Rarely are these kinds of situations directly the fault of the practitioners themselves. No one wants to slog through an interaction with another person who doesn’t understand them. Rather, it’s been a matter of recognizing the importance of providing interpreters on an institutional level, across the nation. One practitioner I talked to recently has only just managed to arrange to have more time allotted for appointments that require an interpreter—imagine trying to get the same amount of care accomplished with a patient where everything has to be said twice as with a patient with whom you can communicate directly.
I think it’s great that the JHH Patient Bill of Rights includes the provision of interpreters. It’s good to see that they have made those resources available, and it’s been even better to see how great the translators I’ve worked with have been. But I can’t say that I consider this “above and beyond;” this accommodation should be a basic patient right, wherever it can be facilitated.
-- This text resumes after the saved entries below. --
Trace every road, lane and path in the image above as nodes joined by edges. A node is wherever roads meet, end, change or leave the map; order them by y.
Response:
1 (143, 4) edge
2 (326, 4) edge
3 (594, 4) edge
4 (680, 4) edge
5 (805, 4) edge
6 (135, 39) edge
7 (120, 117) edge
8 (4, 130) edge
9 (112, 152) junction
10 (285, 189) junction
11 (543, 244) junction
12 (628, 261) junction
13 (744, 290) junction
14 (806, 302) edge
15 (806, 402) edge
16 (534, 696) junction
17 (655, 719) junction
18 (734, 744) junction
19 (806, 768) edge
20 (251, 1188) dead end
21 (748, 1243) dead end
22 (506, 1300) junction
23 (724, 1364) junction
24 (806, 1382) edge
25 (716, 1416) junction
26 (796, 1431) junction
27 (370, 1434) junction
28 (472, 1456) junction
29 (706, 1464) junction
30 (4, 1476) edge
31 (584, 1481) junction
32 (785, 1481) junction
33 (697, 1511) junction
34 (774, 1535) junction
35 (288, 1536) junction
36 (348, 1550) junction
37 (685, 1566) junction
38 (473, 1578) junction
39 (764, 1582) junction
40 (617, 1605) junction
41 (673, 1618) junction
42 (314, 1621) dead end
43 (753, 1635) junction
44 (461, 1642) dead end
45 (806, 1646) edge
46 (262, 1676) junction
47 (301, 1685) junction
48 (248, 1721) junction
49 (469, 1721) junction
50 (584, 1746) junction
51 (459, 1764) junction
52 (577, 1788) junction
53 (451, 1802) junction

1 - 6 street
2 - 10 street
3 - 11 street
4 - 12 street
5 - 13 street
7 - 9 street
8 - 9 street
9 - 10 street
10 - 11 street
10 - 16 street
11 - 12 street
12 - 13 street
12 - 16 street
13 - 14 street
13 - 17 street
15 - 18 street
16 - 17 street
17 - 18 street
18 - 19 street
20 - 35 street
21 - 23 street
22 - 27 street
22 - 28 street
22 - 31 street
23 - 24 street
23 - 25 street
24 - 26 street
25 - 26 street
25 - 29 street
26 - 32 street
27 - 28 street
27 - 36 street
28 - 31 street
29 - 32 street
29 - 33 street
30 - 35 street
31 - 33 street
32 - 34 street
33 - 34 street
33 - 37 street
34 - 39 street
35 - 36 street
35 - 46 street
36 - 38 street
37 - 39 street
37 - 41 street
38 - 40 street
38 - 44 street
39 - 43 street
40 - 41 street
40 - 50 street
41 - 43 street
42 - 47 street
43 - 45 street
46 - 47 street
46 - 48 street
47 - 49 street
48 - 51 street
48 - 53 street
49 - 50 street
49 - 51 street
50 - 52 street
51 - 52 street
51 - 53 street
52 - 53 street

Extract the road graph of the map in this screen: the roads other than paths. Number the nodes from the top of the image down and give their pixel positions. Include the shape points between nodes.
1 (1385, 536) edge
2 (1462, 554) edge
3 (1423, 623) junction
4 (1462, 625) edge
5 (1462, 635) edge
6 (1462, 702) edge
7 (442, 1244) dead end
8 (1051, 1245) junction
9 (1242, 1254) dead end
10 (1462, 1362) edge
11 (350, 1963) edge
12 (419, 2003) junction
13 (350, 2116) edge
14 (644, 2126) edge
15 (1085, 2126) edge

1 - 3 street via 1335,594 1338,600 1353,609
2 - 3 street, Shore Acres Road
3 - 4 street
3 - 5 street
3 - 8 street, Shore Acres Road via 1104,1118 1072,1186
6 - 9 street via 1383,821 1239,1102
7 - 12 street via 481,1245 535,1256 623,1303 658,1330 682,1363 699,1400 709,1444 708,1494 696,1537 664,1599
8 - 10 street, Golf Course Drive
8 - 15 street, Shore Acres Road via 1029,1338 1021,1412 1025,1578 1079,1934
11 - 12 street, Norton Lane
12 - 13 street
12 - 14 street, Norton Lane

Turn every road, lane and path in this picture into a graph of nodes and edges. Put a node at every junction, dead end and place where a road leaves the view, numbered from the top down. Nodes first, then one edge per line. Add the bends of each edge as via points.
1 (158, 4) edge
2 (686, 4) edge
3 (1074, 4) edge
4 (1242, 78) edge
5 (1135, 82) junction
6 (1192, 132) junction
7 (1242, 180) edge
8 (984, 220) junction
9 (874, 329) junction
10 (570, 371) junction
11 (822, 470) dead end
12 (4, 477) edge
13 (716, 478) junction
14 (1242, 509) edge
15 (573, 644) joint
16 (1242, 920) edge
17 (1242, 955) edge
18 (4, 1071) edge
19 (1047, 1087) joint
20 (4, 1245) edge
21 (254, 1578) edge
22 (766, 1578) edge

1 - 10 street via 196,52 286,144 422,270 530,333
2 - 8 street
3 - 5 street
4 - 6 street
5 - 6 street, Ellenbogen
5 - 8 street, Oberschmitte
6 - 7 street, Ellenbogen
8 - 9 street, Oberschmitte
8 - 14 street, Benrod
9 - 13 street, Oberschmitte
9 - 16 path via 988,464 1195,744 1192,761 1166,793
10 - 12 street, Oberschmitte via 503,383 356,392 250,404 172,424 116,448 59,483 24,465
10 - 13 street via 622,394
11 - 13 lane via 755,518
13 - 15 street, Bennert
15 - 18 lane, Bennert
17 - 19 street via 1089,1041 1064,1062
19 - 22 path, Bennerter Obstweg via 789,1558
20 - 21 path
In places where interpreters aren’t readily available, technology has stepped in. During some volunteering I did before I came to nursing school, I ended up working with a nurse practitioner treating a farmworker who spoke only Haitian Creole. Neither the NP nor I spoke any Haitian Creole at all, and we were a forty-minute drive from the nearest clinic or hospital. Undeterred, the NP whipped out a cell phone and called Language Line, a telephonic interpretation service. Putting the cell on speakerphone and setting it between us, an operator translated between patient and practitioner. It wasn’t exactly seamless, but it was certainly handy. Better still, the institution which paid the NP’s salary also provided the cell phone and covered the cost of the Language Line services.
Have you worked with interpreters before? Have you worked as an interpreter before? What obstacles have you encountered with language barriers in health care, and what kind of solutions did you come up with?